(watch here: https://youtu.be/7jThJBFu1Nw)
1Then Joshua gathered all the tribes of Israel to Shechem, and summoned the elders, the heads, the judges, and the officers of Israel; and they presented themselves before God. 2And Joshua said to all the people, ‘Thus says the Lord, the God of Israel: Long ago your ancestors—Terah and his sons Abraham and Nahor—lived beyond the Euphrates and served other gods. 3Then I took your father Abraham from beyond the River and led him through all the land of Canaan and made his offspring many. I gave him Isaac; 4and to Isaac I gave Jacob and Esau. I gave Esau the hill country of Seir to possess, but Jacob and his children went down to Egypt. 5Then I sent Moses and Aaron, and I plagued Egypt with what I did in its midst; and afterwards I brought you out. 6When I brought your ancestors out of Egypt, you came to the sea; and the Egyptians pursued your ancestors with chariots and horsemen to the Red Sea. 7When they cried out to the Lord, he put darkness between you and the Egyptians, and made the sea come upon them and cover them; and your eyes saw what I did to Egypt. Afterwards you lived in the wilderness for a long time. 8Then I brought you to the land of the Amorites, who lived on the other side of the Jordan; they fought with you, and I handed them over to you, and you took possession of their land, and I destroyed them before you. 9Then King Balak, son of Zippor of Moab, set out to fight against Israel. He sent and invited Balaam son of Beor to curse you, 10but I would not listen to Balaam; therefore he blessed you; so I rescued you out of his hand. 11When you went over the Jordan and came to Jericho, the citizens of Jericho fought against you, and also the Amorites, the Perizzites, the Canaanites, the Hittites, the Girgashites, the Hivites, and the Jebusites; and I handed them over to you. 12I sent the hornet ahead of you, which drove out before you the two kings of the Amorites; it was not by your sword or by your bow. 13I gave you a land on which you had not laboured, and towns that you had not built, and you live in them; you eat the fruit of vineyards and olive groves that you did not plant.
14‘Now therefore revere the Lord, and serve him in sincerity and in faithfulness; put away the gods that your ancestors served beyond the River and in Egypt, and serve the Lord. 15Now if you are unwilling to serve the Lord, choose this day whom you will serve, whether the gods your ancestors served in the region beyond the River or the gods of the Amorites in whose land you are living; but as for me and my household, we will serve the Lord.’

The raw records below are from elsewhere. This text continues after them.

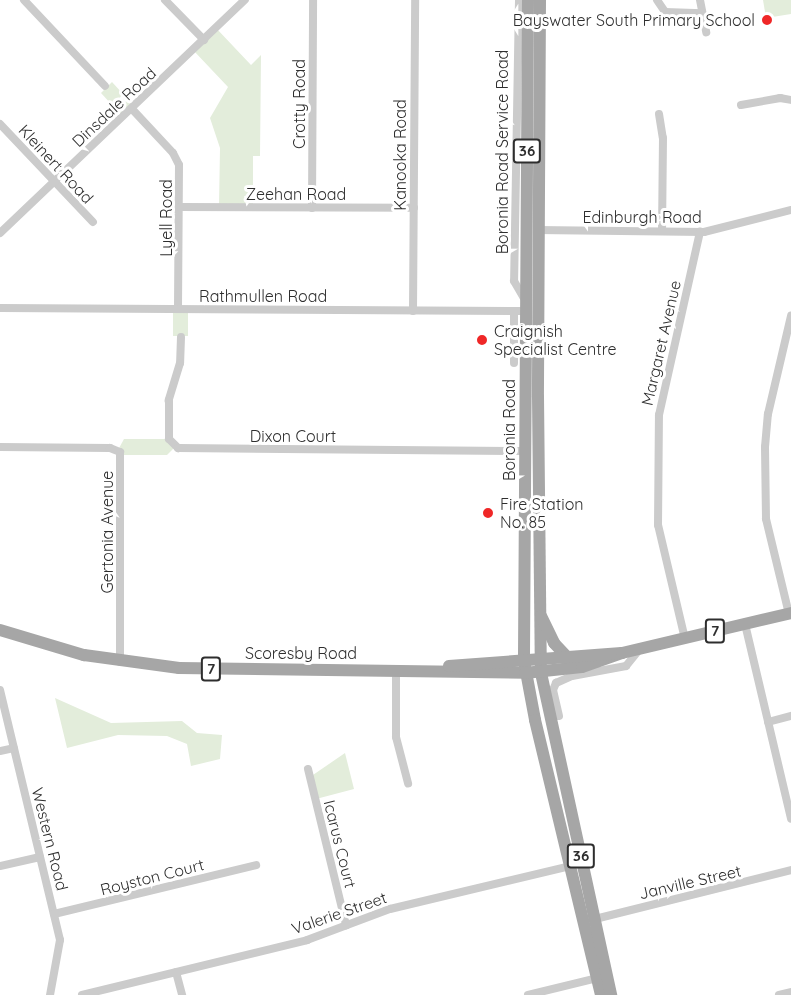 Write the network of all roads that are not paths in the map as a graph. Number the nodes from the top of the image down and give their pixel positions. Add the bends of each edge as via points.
1 (24, 0) edge
2 (165, 0) edge
3 (245, 0) edge
4 (313, 0) edge
5 (415, 0) edge
6 (519, 0) edge
7 (528, 0) edge
8 (540, 0) edge
9 (657, 0) edge
10 (700, 0) edge
11 (702, 13) junction
12 (706, 32) dead end
13 (204, 40) junction
14 (105, 86) dead end
15 (791, 100) edge
16 (741, 105) dead end
17 (132, 109) junction
18 (659, 114) dead end
19 (0, 124) edge
20 (55, 181) junction
21 (179, 207) junction
22 (312, 208) junction
23 (414, 208) junction
24 (791, 210) edge
25 (93, 222) dead end
26 (533, 230) junction
27 (662, 231) junction
28 (700, 232) junction
29 (0, 233) edge
30 (0, 308) edge
31 (526, 308) junction
32 (178, 309) junction
33 (413, 310) junction
34 (791, 316) edge
35 (181, 337) dead end
36 (514, 363) dead end
37 (0, 447) edge
38 (526, 451) junction
39 (539, 609) junction
40 (790, 613) edge
41 (745, 624) junction
42 (0, 630) edge
43 (524, 639) junction
44 (685, 639) junction
45 (639, 650) junction
46 (622, 653) junction
47 (568, 658) junction
48 (120, 662) junction
49 (487, 662) junction
50 (540, 666) junction
51 (525, 667) junction
52 (396, 669) junction
53 (428, 670) junction
54 (496, 673) junction
55 (0, 690) edge
56 (531, 702) junction
57 (559, 716) dead end
58 (791, 716) edge
59 (768, 722) junction
60 (14, 748) junction
61 (0, 751) edge
62 (308, 769) dead end
63 (408, 783) dead end
64 (791, 819) edge
65 (40, 857) junction
66 (256, 865) dead end
67 (0, 866) edge
68 (570, 866) junction
69 (791, 870) edge
70 (54, 914) junction
71 (589, 920) junction
72 (346, 925) junction
73 (176, 972) junction
74 (597, 978) junction
75 (791, 992) edge
76 (50, 995) edge
77 (82, 995) edge
78 (182, 995) edge
79 (528, 995) edge
80 (601, 995) edge
81 (611, 995) edge
82 (779, 995) edge

1 - 14 street
2 - 13 street
3 - 13 street, Dinsdale Road
4 - 22 street, Crotty Road
5 - 23 street, Kanooka Road
6 - 31 street, Boronia Road Service Road via 514,281
7 - 26 main road, Boronia Road / 36
8 - 26 main road, Boronia Road / 36
9 - 11 street via 665,12
10 - 11 street
11 - 12 street
13 - 17 street, Dinsdale Road
15 - 16 street via 780,98
17 - 20 street, Dinsdale Road
17 - 21 street, Lyell Road via 175,157
18 - 27 street via 663,138
19 - 20 street, Kleinert Road
20 - 25 street, Kleinert Road
20 - 29 street, Dinsdale Road
21 - 22 street, Zeehan Road
21 - 32 street, Lyell Road
22 - 23 street, Zeehan Road
23 - 33 street, Kanooka Road
24 - 28 street, Edinburgh Road
26 - 27 street, Edinburgh Road
26 - 31 main road, Boronia Road / 36
27 - 28 street, Edinburgh Road
28 - 44 street, Margaret Avenue via 658,416 658,525
30 - 32 street, Rathmullen Road
31 - 33 street, Rathmullen Road
31 - 36 street, Boronia Road
31 - 38 main road, Boronia Road / 36
31 - 39 main road, Boronia Road / 36
32 - 33 street, Rathmullen Road
34 - 40 street via 766,423 765,458 766,519
35 - 38 street, Dixon Court via 180,363 169,398 170,441 178,448
37 - 48 street, Gertonia Avenue via 110,448 121,454
38 - 43 main road, Boronia Road / 36
39 - 47 main road via 551,638
39 - 50 main road, Boronia Road / 36
40 - 41 main road, Scoresby Road / 7
41 - 44 main road, Scoresby Road / 7
41 - 59 street
42 - 48 main road, Scoresby Road / 7
43 - 49 main road via 510,654
43 - 51 main road, Boronia Road / 36
44 - 45 main road, Scoresby Road / 7
45 - 46 main road, Scoresby Road / 7
45 - 57 street via 626,666 572,676 556,683 553,690
46 - 47 main road, Scoresby Road / 7
46 - 50 main road, Scoresby Road / 7 via 582,667
47 - 50 main road, Scoresby Road / 7
48 - 52 main road, Scoresby Road / 7 via 179,668
49 - 51 main road, Scoresby Road / 7
49 - 53 main road, Scoresby Road / 7
50 - 51 main road, Scoresby Road / 7
50 - 71 main road, Boronia Road / 36
51 - 54 main road, Scoresby Road / 7
51 - 56 main road, Boronia Road / 36
52 - 53 main road, Scoresby Road / 7
52 - 63 street via 396,737
53 - 54 main road, Scoresby Road / 7
54 - 56 main road via 514,681
55 - 60 street, Western Road
56 - 68 main road, Boronia Road / 36
58 - 59 street
59 - 64 street
60 - 61 street
60 - 65 street, Western Road
62 - 72 street, Icarus Court
65 - 67 street
65 - 70 street, Western Road
66 - 70 street, Royston Court
68 - 71 main road, Boronia Road / 36
68 - 72 street, Valerie Street via 383,911
69 - 71 street, Janville Street
70 - 76 street, Western Road via 61,948
71 - 74 main road, Boronia Road / 36
71 - 81 main road, Boronia Road / 36
72 - 73 street, Valerie Street via 308,940
73 - 77 street, Valerie Street
73 - 78 street
74 - 79 street
74 - 80 main road, Boronia Road / 36
75 - 82 street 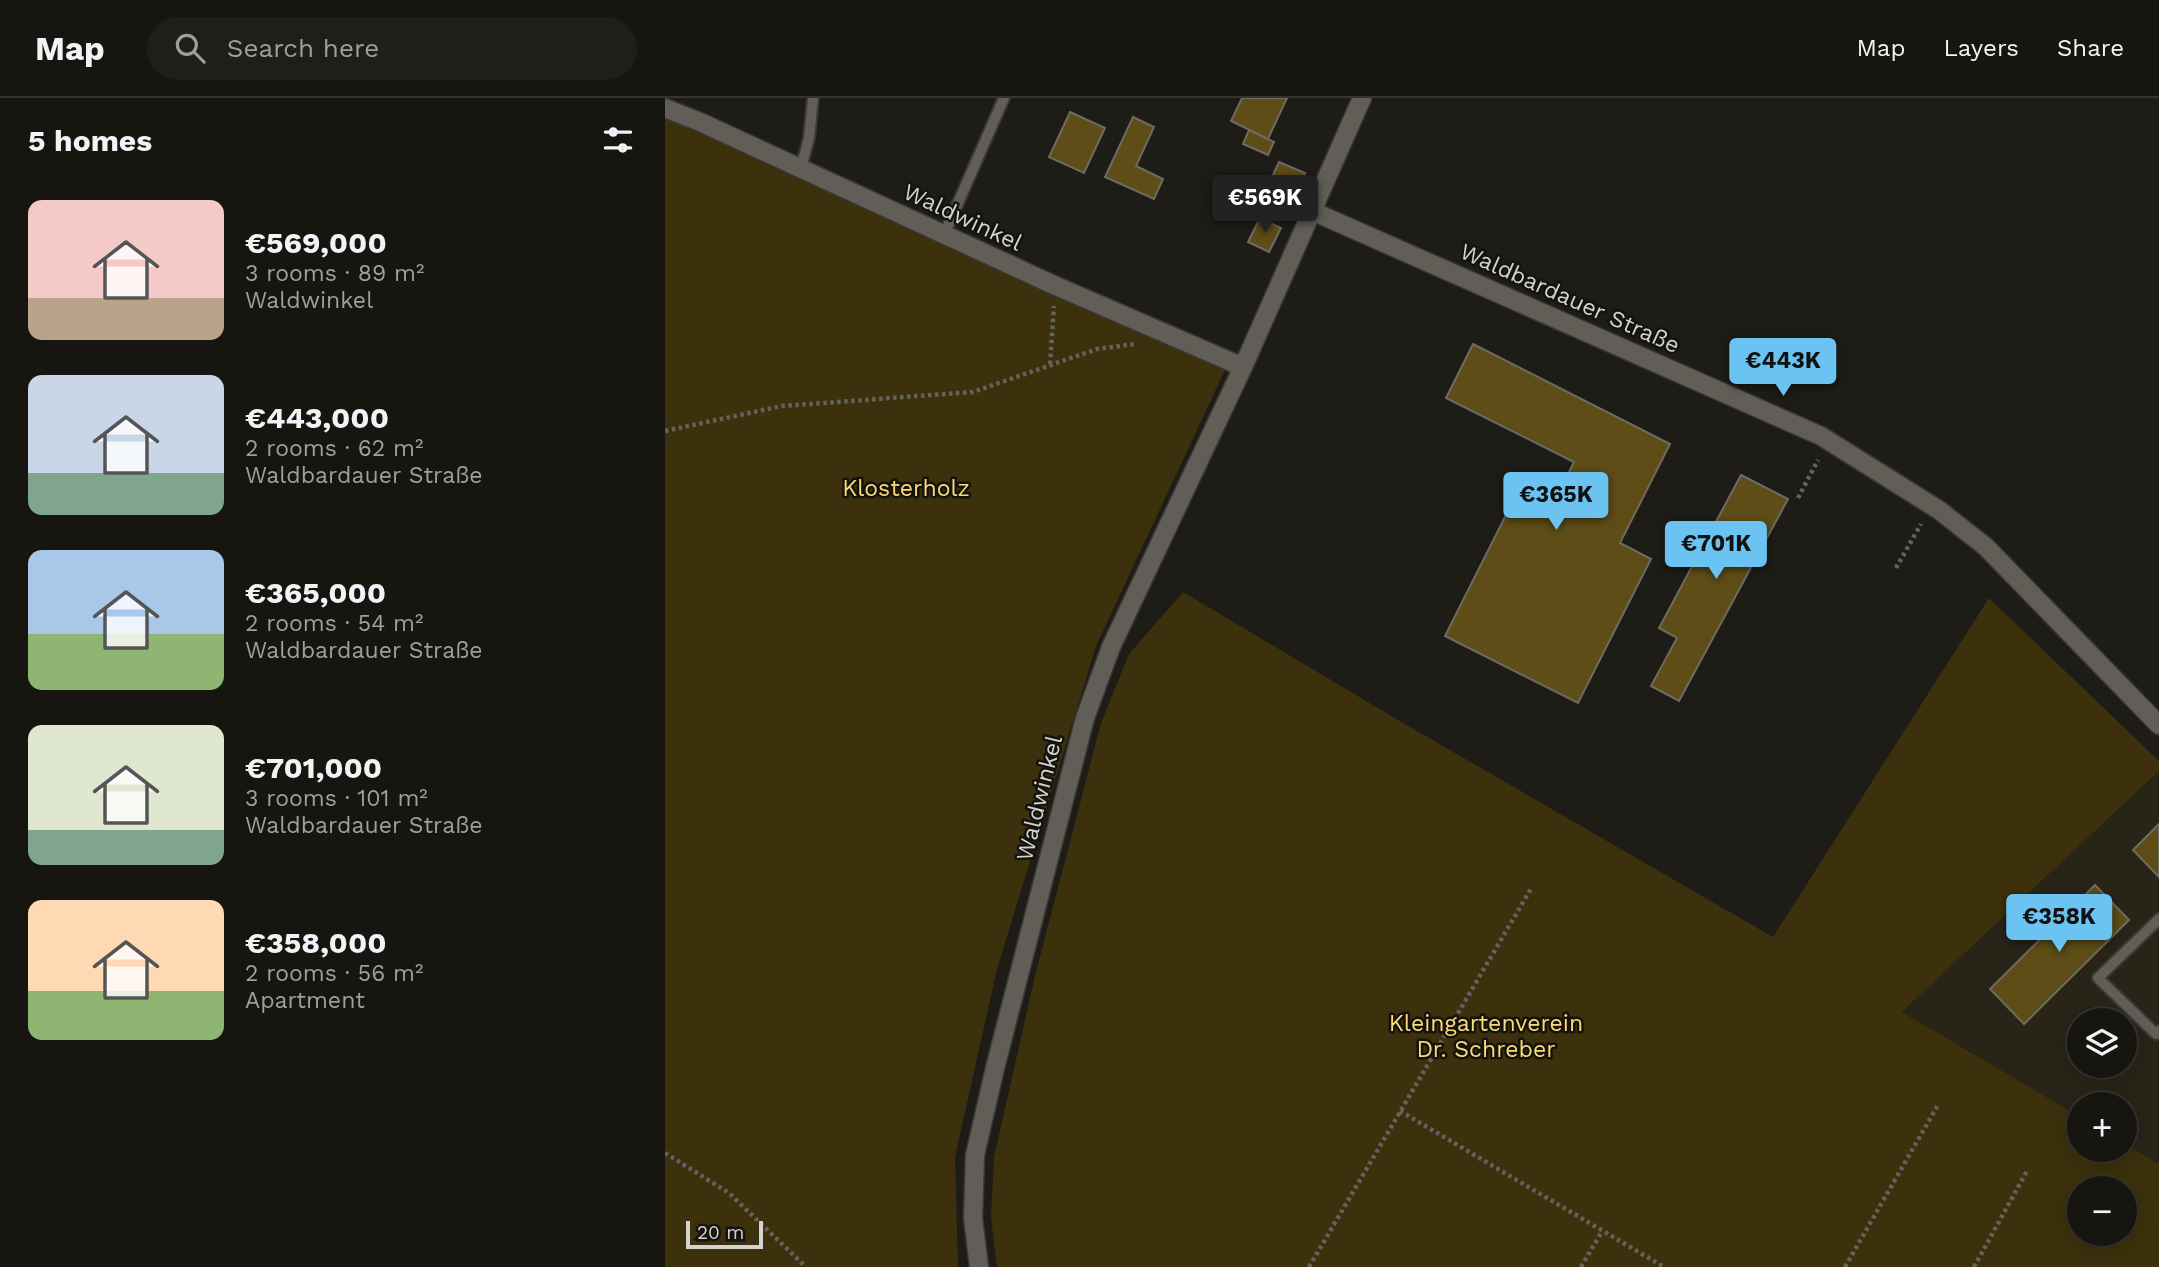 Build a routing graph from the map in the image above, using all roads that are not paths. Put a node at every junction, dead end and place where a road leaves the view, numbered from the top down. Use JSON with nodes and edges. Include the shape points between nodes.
{"nodes":[{"id":1,"x":813,"y":98,"type":"edge"},
{"id":2,"x":1004,"y":98,"type":"edge"},
{"id":3,"x":1362,"y":98,"type":"edge"},
{"id":4,"x":665,"y":108,"type":"edge"},
{"id":5,"x":801,"y":168,"type":"junction"},
{"id":6,"x":1313,"y":211,"type":"junction"},
{"id":7,"x":943,"y":235,"type":"junction"},
{"id":8,"x":1243,"y":367,"type":"junction"},
{"id":9,"x":2159,"y":725,"type":"edge"},
{"id":10,"x":2159,"y":919,"type":"edge"},
{"id":11,"x":2159,"y":1031,"type":"edge"},
{"id":12,"x":979,"y":1267,"type":"edge"}],
"edges":[{"from":1,"to":5,"type":"lane"},
{"from":2,"to":7,"type":"lane"},
{"from":3,"to":6,"type":"street","name":"Waldwinkel"},
{"from":4,"to":5,"type":"street","name":"Waldwinkel"},
{"from":5,"to":7,"type":"street","name":"Waldwinkel"},
{"from":6,"to":8,"type":"street","name":"Waldwinkel"},
{"from":6,"to":9,"type":"street","name":"Waldbardauer Straße","via":[[1829,440],[1932,505],[1986,547]]},
{"from":7,"to":8,"type":"street","name":"Waldwinkel"},
{"from":8,"to":12,"type":"street","name":"Waldwinkel","via":[[1111,647],[1085,718],[975,1155],[972,1218]]},
{"from":10,"to":11,"type":"lane","via":[[2098,978],[2156,1034]]}]}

16Then the people answered, ‘Far be it from us that we should forsake the Lord to serve other gods; 17for it is the Lord our God who brought us and our ancestors up from the land of Egypt, out of the house of slavery, and who did those great signs in our sight. He protected us along all the way that we went, and among all the peoples through whom we passed; 18and the Lord drove out before us all the peoples, the Amorites who lived in the land. Therefore we also will serve the Lord, for he is our God.’
19But Joshua said to the people, ‘You cannot serve the Lord, for he is a holy God. He is a jealous God; he will not forgive your transgressions or your sins. 20If you forsake the Lord and serve foreign gods, then he will turn and do you harm, and consume you, after having done you good.’ 21And the people said to Joshua, ‘No, we will serve the Lord!’ 22Then Joshua said to the people, ‘You are witnesses against yourselves that you have chosen the Lord, to serve him.’ And they said, ‘We are witnesses.’ 23He said, ‘Then put away the foreign gods that are among you, and incline your hearts to the Lord, the God of Israel.’ 24The people said to Joshua, ‘The Lord our God we will serve, and him we will obey.’ 25So Joshua made a covenant with the people that day, and made statutes and ordinances for them at Shechem. 26Joshua wrote these words in the book of the law of God; and he took a large stone, and set it up there under the oak in the sanctuary of the Lord.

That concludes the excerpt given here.